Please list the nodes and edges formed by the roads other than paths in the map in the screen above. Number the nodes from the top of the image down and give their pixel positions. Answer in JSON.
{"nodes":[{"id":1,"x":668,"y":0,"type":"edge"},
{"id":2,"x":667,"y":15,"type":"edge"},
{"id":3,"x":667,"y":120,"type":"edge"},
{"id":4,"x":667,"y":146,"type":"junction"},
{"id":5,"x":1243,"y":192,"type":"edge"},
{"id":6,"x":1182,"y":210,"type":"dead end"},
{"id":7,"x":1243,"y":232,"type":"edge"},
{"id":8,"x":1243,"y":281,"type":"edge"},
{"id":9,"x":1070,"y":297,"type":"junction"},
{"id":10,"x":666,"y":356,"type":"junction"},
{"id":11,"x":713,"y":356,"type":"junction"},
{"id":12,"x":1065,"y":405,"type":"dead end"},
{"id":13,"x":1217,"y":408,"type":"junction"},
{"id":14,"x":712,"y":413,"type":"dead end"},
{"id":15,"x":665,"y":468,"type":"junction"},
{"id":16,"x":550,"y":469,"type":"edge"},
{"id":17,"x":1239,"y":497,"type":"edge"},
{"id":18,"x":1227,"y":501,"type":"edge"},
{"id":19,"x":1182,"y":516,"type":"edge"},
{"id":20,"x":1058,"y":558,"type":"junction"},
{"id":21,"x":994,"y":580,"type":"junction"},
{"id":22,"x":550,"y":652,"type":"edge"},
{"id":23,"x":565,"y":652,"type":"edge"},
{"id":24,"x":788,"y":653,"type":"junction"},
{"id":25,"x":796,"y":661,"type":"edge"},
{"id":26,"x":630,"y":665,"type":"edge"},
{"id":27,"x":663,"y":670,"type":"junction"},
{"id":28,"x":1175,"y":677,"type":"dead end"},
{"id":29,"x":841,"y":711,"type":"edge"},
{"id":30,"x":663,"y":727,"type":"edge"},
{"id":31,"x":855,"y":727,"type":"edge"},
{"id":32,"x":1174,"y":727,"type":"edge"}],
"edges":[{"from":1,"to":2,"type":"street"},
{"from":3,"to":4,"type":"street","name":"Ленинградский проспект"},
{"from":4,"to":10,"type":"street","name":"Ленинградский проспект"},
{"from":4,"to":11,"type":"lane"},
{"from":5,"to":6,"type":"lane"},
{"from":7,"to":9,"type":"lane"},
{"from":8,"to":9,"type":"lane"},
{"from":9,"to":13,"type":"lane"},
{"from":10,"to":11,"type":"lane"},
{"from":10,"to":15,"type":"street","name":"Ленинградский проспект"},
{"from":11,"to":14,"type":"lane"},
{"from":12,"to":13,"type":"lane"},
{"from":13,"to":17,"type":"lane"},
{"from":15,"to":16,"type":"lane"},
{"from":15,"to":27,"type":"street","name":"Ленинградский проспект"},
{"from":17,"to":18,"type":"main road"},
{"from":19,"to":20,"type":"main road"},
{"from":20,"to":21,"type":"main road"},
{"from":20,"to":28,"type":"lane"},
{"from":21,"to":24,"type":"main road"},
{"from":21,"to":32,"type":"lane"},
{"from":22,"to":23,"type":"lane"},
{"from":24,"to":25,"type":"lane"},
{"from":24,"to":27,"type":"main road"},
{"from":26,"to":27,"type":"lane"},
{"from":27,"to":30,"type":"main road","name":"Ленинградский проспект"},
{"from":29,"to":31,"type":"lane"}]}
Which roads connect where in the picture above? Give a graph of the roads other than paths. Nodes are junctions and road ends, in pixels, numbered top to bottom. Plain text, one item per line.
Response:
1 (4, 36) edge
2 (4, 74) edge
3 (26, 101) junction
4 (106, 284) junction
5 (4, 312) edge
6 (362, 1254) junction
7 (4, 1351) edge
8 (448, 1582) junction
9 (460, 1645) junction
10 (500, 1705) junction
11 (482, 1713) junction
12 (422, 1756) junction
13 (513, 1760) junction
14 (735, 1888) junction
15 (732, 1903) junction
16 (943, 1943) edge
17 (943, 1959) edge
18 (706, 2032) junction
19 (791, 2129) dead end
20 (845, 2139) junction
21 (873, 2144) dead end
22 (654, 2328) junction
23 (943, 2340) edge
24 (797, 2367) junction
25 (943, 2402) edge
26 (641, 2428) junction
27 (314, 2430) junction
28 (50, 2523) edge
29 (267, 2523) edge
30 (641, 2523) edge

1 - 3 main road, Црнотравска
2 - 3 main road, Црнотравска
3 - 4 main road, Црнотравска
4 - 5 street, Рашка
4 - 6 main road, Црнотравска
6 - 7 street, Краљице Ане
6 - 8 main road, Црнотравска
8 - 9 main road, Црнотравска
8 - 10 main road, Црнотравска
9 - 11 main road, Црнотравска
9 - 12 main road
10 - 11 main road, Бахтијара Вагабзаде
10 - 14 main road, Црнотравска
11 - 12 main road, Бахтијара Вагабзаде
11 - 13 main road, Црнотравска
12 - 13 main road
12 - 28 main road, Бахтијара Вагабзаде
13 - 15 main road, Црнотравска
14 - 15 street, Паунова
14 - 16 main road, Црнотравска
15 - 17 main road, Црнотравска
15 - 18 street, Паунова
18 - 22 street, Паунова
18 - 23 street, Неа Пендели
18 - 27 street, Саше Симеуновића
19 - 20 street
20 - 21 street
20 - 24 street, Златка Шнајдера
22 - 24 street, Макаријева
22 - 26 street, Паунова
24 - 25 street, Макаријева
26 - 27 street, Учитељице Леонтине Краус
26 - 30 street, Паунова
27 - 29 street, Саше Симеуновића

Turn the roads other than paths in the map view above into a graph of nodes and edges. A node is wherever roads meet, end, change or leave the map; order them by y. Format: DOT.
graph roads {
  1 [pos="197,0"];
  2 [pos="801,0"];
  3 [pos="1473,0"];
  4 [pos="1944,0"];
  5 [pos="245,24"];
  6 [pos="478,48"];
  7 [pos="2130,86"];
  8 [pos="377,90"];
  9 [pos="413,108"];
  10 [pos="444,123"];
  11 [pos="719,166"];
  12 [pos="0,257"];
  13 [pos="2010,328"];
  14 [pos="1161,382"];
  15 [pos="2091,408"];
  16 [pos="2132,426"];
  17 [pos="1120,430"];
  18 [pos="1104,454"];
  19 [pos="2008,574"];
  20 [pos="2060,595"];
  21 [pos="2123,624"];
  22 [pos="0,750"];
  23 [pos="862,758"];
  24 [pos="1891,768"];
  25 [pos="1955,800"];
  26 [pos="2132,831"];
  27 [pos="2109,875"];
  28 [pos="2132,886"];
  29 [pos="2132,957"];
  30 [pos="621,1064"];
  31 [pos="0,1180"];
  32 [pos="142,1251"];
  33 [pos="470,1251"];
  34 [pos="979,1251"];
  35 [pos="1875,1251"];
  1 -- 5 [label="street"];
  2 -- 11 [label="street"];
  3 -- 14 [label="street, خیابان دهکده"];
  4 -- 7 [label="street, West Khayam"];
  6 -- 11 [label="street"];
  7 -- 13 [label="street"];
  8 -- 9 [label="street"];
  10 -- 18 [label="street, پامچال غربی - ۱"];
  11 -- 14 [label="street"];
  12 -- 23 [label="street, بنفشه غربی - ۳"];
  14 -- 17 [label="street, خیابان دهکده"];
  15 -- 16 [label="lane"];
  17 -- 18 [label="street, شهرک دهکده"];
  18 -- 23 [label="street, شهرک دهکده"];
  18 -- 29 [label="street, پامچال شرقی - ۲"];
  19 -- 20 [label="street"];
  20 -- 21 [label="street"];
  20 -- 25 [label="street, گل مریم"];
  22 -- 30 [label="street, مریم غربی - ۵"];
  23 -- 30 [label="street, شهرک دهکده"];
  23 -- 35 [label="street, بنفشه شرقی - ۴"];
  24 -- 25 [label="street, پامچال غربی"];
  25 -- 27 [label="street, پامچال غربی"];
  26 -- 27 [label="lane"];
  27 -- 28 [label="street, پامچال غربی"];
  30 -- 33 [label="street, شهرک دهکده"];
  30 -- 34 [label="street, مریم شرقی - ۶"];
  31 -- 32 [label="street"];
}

-=-=-=-=-

→ **Assignment**: Across the entries above, find each line with the word "غربی" and please copy it out.

→ **Answer space**:
  10 -- 18 [label="street, پامچال غربی - ۱"];
  12 -- 23 [label="street, بنفشه غربی - ۳"];
  22 -- 30 [label="street, مریم غربی - ۵"];
  24 -- 25 [label="street, پامچال غربی"];
  25 -- 27 [label="street, پامچال غربی"];
  27 -- 28 [label="street, پامچال غربی"];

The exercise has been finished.